Basilica di San Giovanni catacombs
Piazza San Giovanni • Daily 9.30am–12.30pm & 2.30–5.30pm • Tours depart every 30min • €8 • 0931 64 694,
kairos-web.com
Close to the Museo Archeologico, below the ruined Basilica di San Giovanni off Via
San Sebastiano, lies the most extensive series of catacombs in the city, their presence
explained by the Roman prohibition on Christian burial within the city limits (Siracusa
having by then shrunk back to its original core of Ortigia). Fronted by a triple arch,
most of the church was toppled in the 1693 earthquake and the nave is now open to the
sky, but you can still admire the seventh-century apse and a medieval rose window.

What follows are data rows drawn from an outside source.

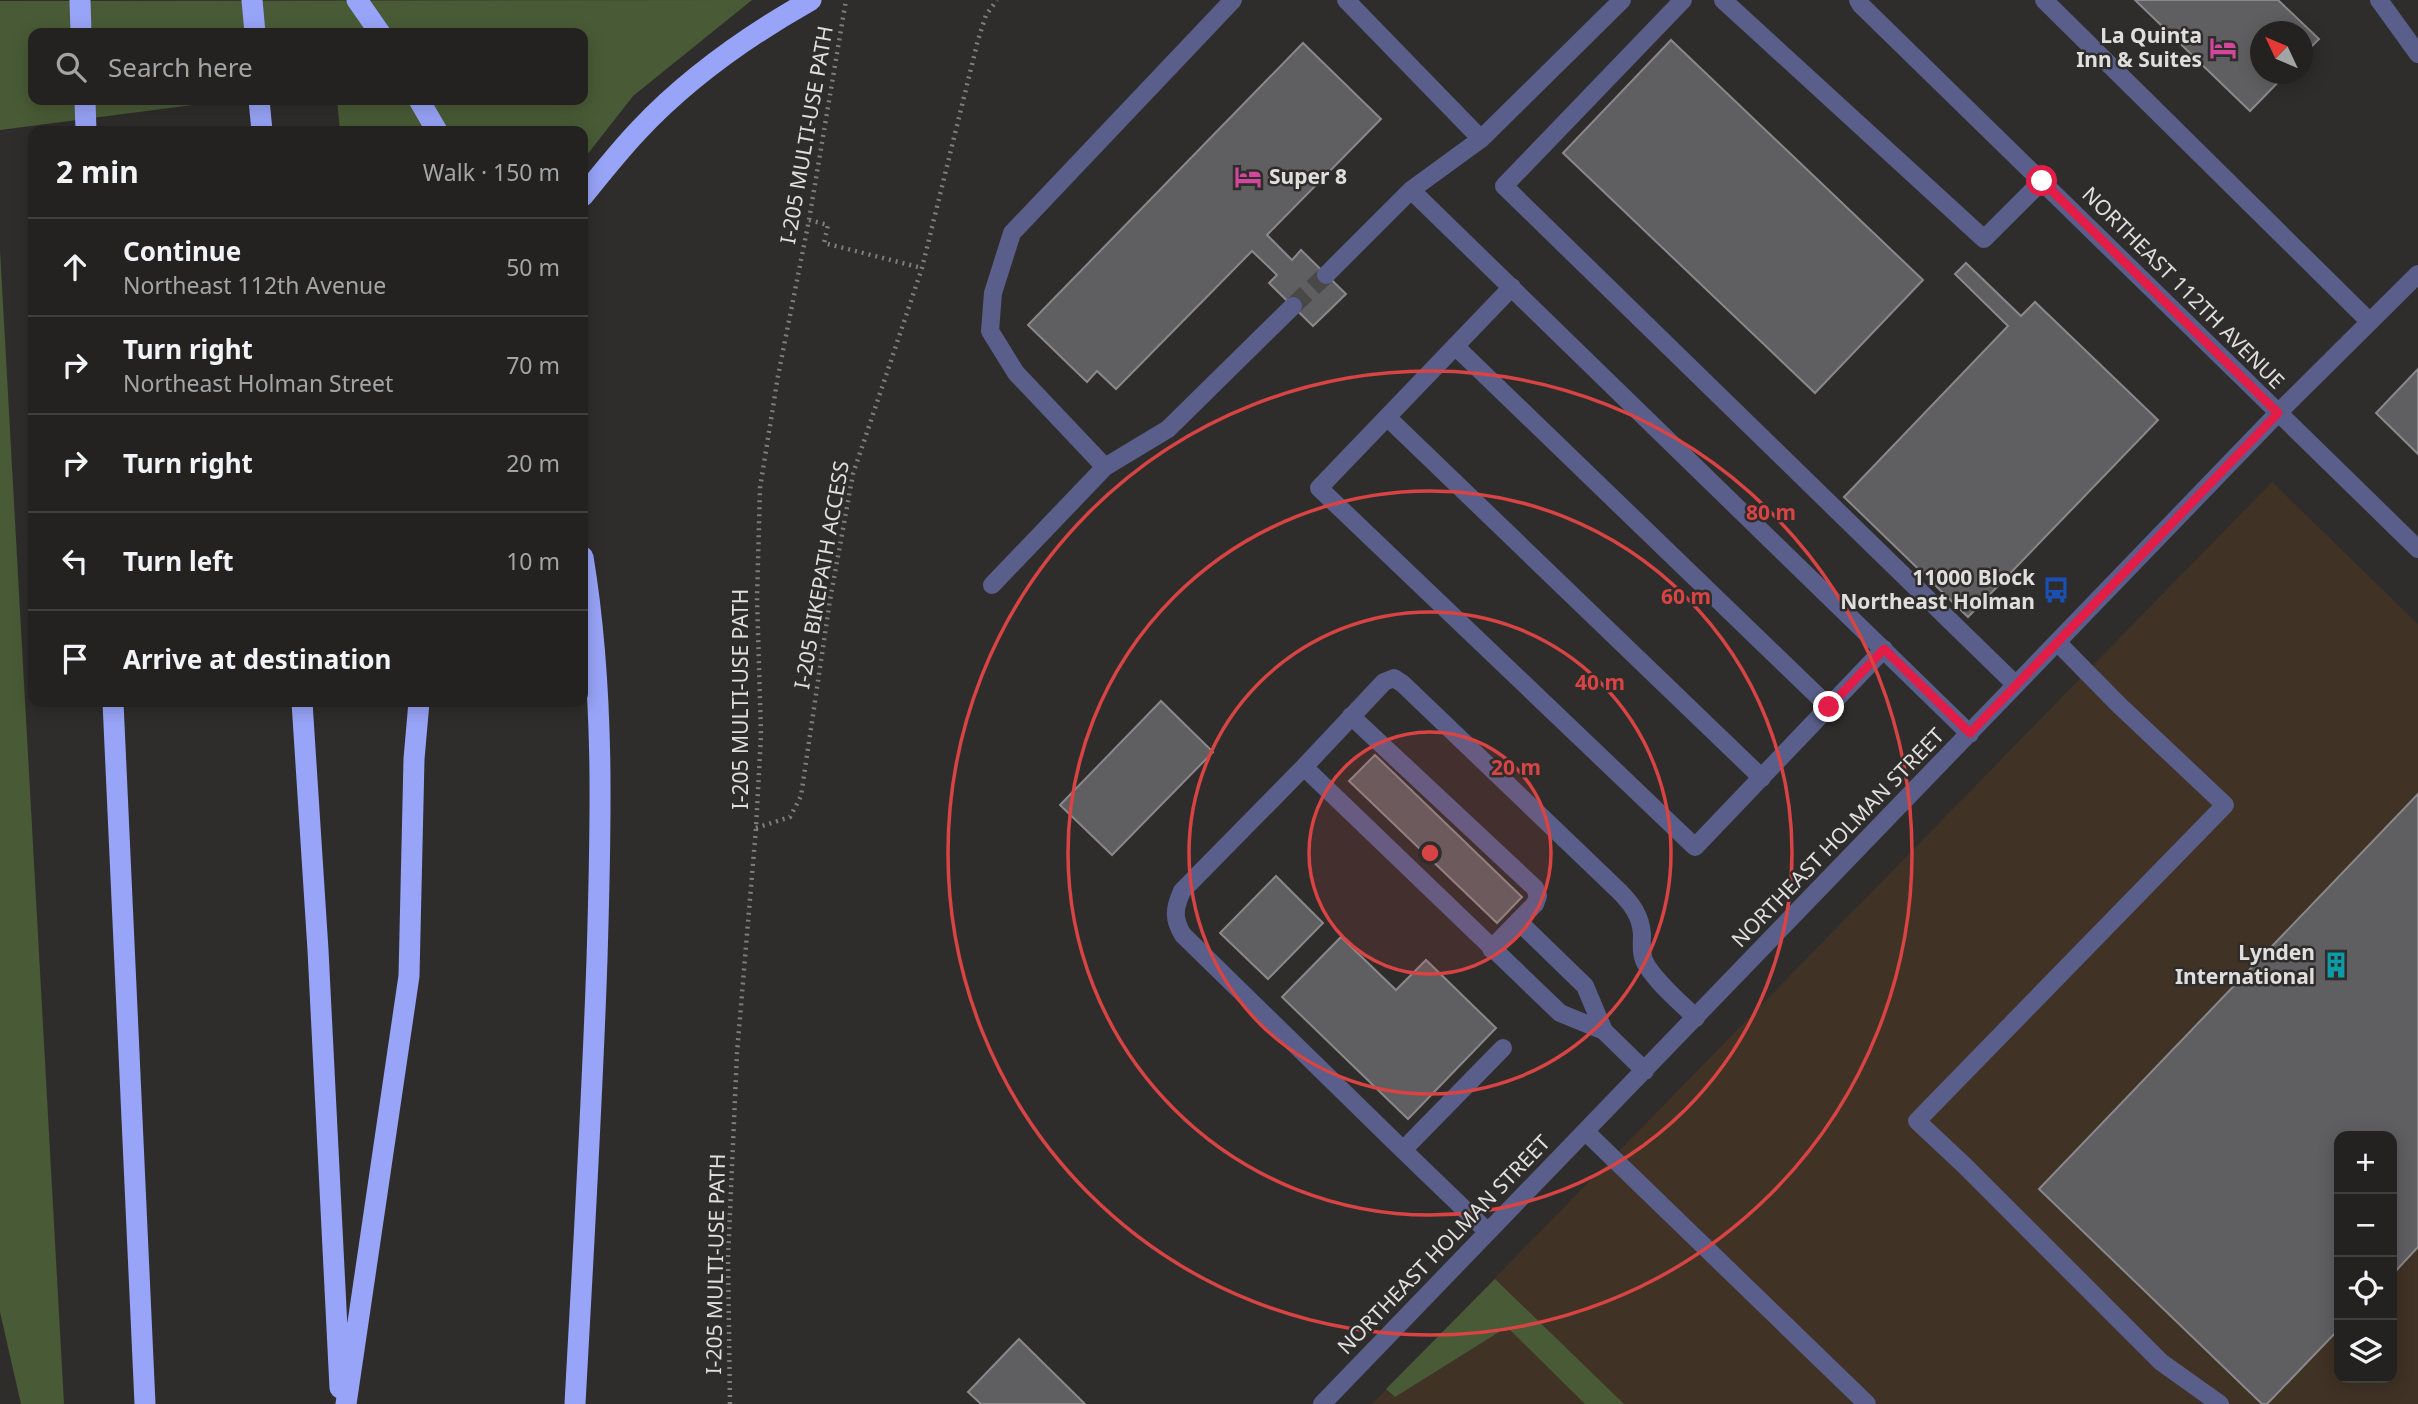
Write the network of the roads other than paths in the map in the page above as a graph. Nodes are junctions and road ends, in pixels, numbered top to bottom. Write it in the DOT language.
graph roads {
  1 [pos="80,0"];
  2 [pos="253,0"];
  3 [pos="358,0"];
  4 [pos="811,0"];
  5 [pos="1233,0"];
  6 [pos="1346,0"];
  7 [pos="1622,0"];
  8 [pos="1683,0"];
  9 [pos="1723,0"];
  10 [pos="1858,0"];
  11 [pos="2044,0"];
  12 [pos="2379,0"];
  13 [pos="81,28"];
  14 [pos="255,28"];
  15 [pos="377,28"];
  16 [pos="2418,54"];
  17 [pos="259,105"];
  18 [pos="422,105"];
  19 [pos="262,126"];
  20 [pos="434,126"];
  21 [pos="1481,139"];
  22 [pos="2042,181"];
  23 [pos="588,190"];
  24 [pos="1411,190"];
  25 [pos="2418,274"];
  26 [pos="1326,275"];
  27 [pos="1512,286"];
  28 [pos="1293,306"];
  29 [pos="2370,322"];
  30 [pos="1455,346"];
  31 [pos="2278,413"];
  32 [pos="1387,418"];
  33 [pos="1105,467"];
  34 [pos="2418,549"];
  35 [pos="992,585"];
  36 [pos="588,602"];
  37 [pos="2058,643"];
  38 [pos="1884,649"];
  39 [pos="2016,685"];
  40 [pos="113,707"];
  41 [pos="302,707"];
  42 [pos="419,707"];
  43 [pos="1829,707"];
  44 [pos="1351,716"];
  45 [pos="1970,733"];
  46 [pos="1304,767"];
  47 [pos="1762,778"];
  48 [pos="1518,921"];
  49 [pos="1491,949"];
  50 [pos="1696,1018"];
  51 [pos="1604,1031"];
  52 [pos="1503,1048"];
  53 [pos="1645,1071"];
  54 [pos="1586,1132"];
  55 [pos="1403,1150"];
  56 [pos="1488,1232"];
  57 [pos="145,1404"];
  58 [pos="340,1404"];
  59 [pos="346,1404"];
  60 [pos="575,1404"];
  61 [pos="1322,1404"];
  62 [pos="1867,1404"];
  63 [pos="2220,1404"];
  1 -- 13 [label="highway"];
  2 -- 14 [label="highway"];
  3 -- 15 [label="highway"];
  4 -- 23 [label="highway"];
  5 -- 33 [label="street"];
  6 -- 21 [label="street"];
  7 -- 21 [label="street"];
  8 -- 39 [label="street"];
  9 -- 22 [label="street"];
  10 -- 22 [label="street, NORTHEAST 112TH AVENUE"];
  11 -- 29 [label="street"];
  12 -- 16 [label="street"];
  17 -- 19 [label="highway"];
  18 -- 20 [label="highway"];
  21 -- 24 [label="street"];
  22 -- 31 [label="street, NORTHEAST 112TH AVENUE"];
  24 -- 26 [label="street"];
  24 -- 27 [label="street"];
  25 -- 29 [label="street, NORTHEAST HOLMAN STREET"];
  27 -- 30 [label="street"];
  27 -- 38 [label="street"];
  28 -- 33 [label="street"];
  29 -- 31 [label="street, NORTHEAST HOLMAN STREET"];
  30 -- 32 [label="street"];
  30 -- 43 [label="street"];
  31 -- 34 [label="street, NORTHEAST 112TH AVENUE"];
  31 -- 37 [label="street, NORTHEAST HOLMAN STREET"];
  32 -- 47 [label="street"];
  32 -- 47 [label="street"];
  33 -- 35 [label="street"];
  36 -- 60 [label="highway"];
  37 -- 39 [label="street, NORTHEAST HOLMAN STREET"];
  37 -- 63 [label="street"];
  38 -- 43 [label="street"];
  38 -- 45 [label="street"];
  39 -- 45 [label="street, NORTHEAST HOLMAN STREET"];
  40 -- 57 [label="highway"];
  41 -- 58 [label="highway"];
  42 -- 59 [label="highway"];
  43 -- 47 [label="street"];
  44 -- 46 [label="street"];
  44 -- 48 [label="street"];
  44 -- 50 [label="street"];
  45 -- 50 [label="street, NORTHEAST HOLMAN STREET"];
  46 -- 49 [label="street"];
  46 -- 55 [label="street"];
  48 -- 49 [label="street"];
  48 -- 51 [label="street"];
  49 -- 51 [label="street"];
  50 -- 53 [label="street, NORTHEAST HOLMAN STREET"];
  51 -- 53 [label="street"];
  52 -- 55 [label="street"];
  53 -- 54 [label="street, NORTHEAST HOLMAN STREET"];
  54 -- 56 [label="street, NORTHEAST HOLMAN STREET"];
  54 -- 62 [label="street"];
  55 -- 56 [label="street"];
  56 -- 61 [label="street, NORTHEAST HOLMAN STREET"];
}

San Giovanni was once the city’s cathedral, built over the crypt of St Marcian, first
bishop of Siracusa, who was flogged to death in 254.
The tours take you down into the crypt to see Marcian’s tomb, the remnants of some
Byzantine frescoes and an altar that marks the spot where St Paul is supposed to have
preached, when he stopped in the city as a prisoner on his way to Rome. Then you’re
led into the catacombs themselves, labyrinthine warrens hewn out of the rock, though
often following the course of underground aqueducts, disused since Greek times.
Numerous side-passages lead off from the main gallery (decumanus maximus), often
culminating in rotonde, round caverns used for prayer; other passages are forbiddingly
dark and closed off to the public. Entire families were interred in the thousands of
niches hollowed out of these walls and floors, anxious for burial close to the tomb of
St Marcian. Most of the treasures buried with the bodies have been pillaged, though
the robbers overlooked one – an ornate Roman-era sarcophagus unearthed from just
below the floor in 1872 and now on show in the archeological museum.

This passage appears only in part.